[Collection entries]

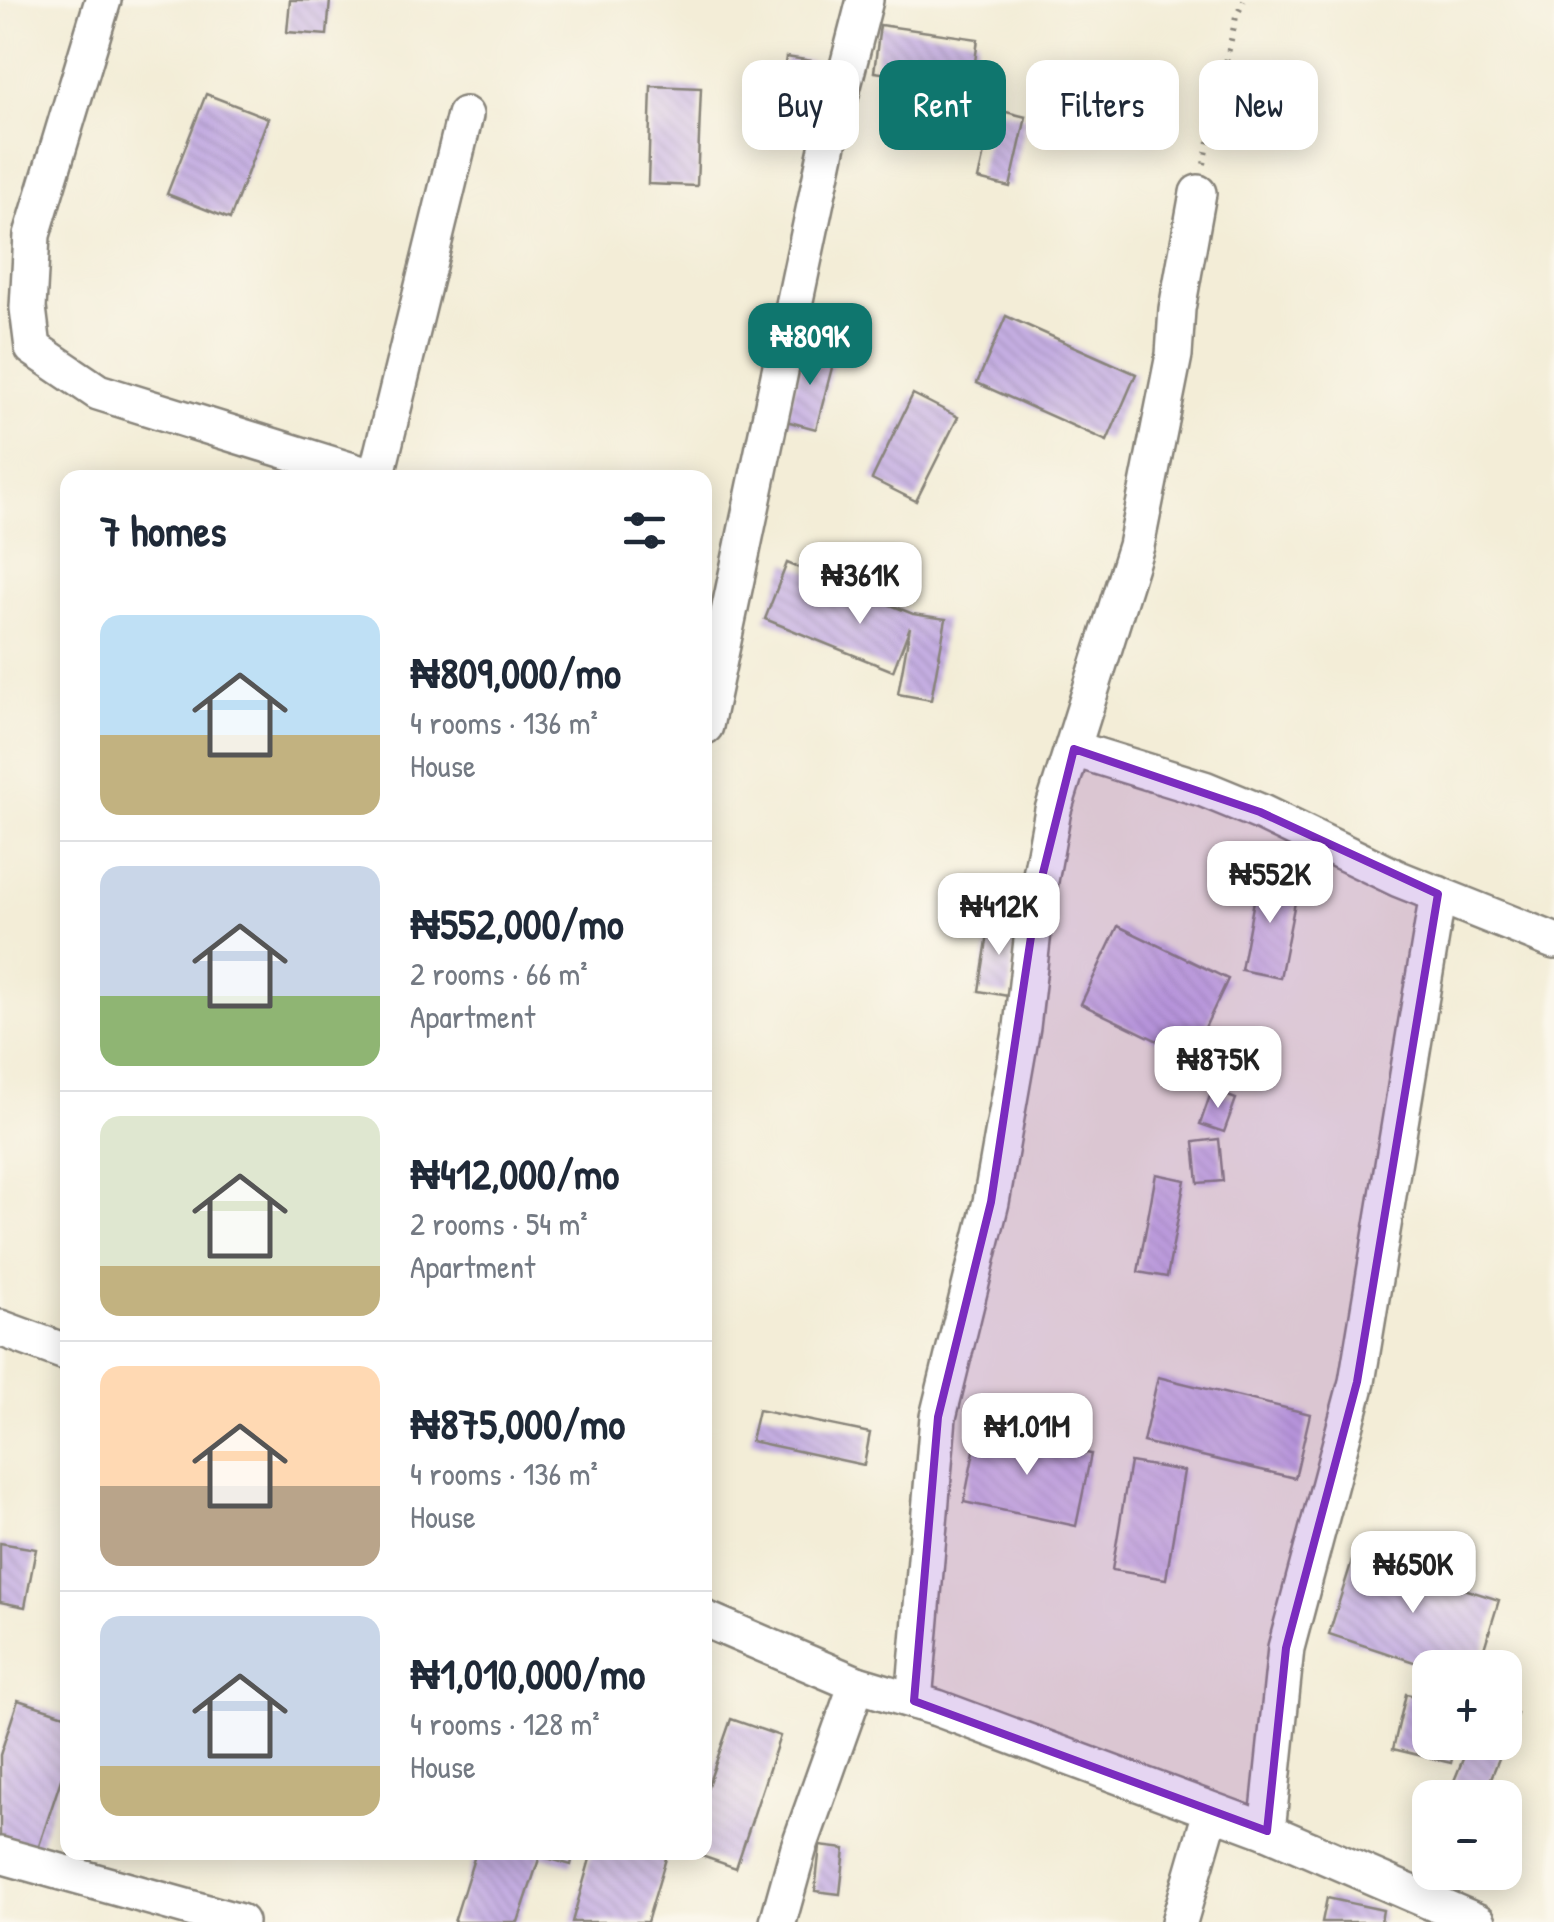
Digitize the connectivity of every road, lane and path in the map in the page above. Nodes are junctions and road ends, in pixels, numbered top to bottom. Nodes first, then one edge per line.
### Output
1 (104, 0) edge
2 (865, 0) edge
3 (1244, 0) edge
4 (464, 115) dead end
5 (1198, 193) joint
6 (349, 470) edge
7 (377, 470) edge
8 (712, 693) edge
9 (1074, 749) junction
10 (1438, 894) junction
11 (1554, 941) edge
12 (0, 1328) edge
13 (60, 1349) edge
14 (712, 1622) edge
15 (857, 1684) junction
16 (914, 1701) junction
17 (1211, 1812) junction
18 (1267, 1831) junction
19 (0, 1855) edge
20 (240, 1922) edge
21 (778, 1922) edge
22 (1179, 1922) edge
23 (1478, 1922) edge

1 - 6 street
2 - 8 street
3 - 5 path
4 - 7 street
5 - 9 street
9 - 10 street
9 - 16 street
10 - 11 street
10 - 18 street
12 - 13 street
14 - 15 street
15 - 16 street
15 - 21 street
16 - 17 street
17 - 18 street
17 - 22 street
18 - 23 street
19 - 20 street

TASK GOAL: What is needed is a word-for-word copy of the data, minus its pictures.

RESPONSE FOR THIS EXERCISE:
Digitize the connectivity of every road, lane and path in the map in the page above. Nodes are junctions and road ends, in pixels, numbered top to bottom. Nodes first, then one edge per line.
### Output
1 (104, 0) edge
2 (865, 0) edge
3 (1244, 0) edge
4 (464, 115) dead end
5 (1198, 193) joint
6 (349, 470) edge
7 (377, 470) edge
8 (712, 693) edge
9 (1074, 749) junction
10 (1438, 894) junction
11 (1554, 941) edge
12 (0, 1328) edge
13 (60, 1349) edge
14 (712, 1622) edge
15 (857, 1684) junction
16 (914, 1701) junction
17 (1211, 1812) junction
18 (1267, 1831) junction
19 (0, 1855) edge
20 (240, 1922) edge
21 (778, 1922) edge
22 (1179, 1922) edge
23 (1478, 1922) edge

1 - 6 street
2 - 8 street
3 - 5 path
4 - 7 street
5 - 9 street
9 - 10 street
9 - 16 street
10 - 11 street
10 - 18 street
12 - 13 street
14 - 15 street
15 - 16 street
15 - 21 street
16 - 17 street
17 - 18 street
17 - 22 street
18 - 23 street
19 - 20 street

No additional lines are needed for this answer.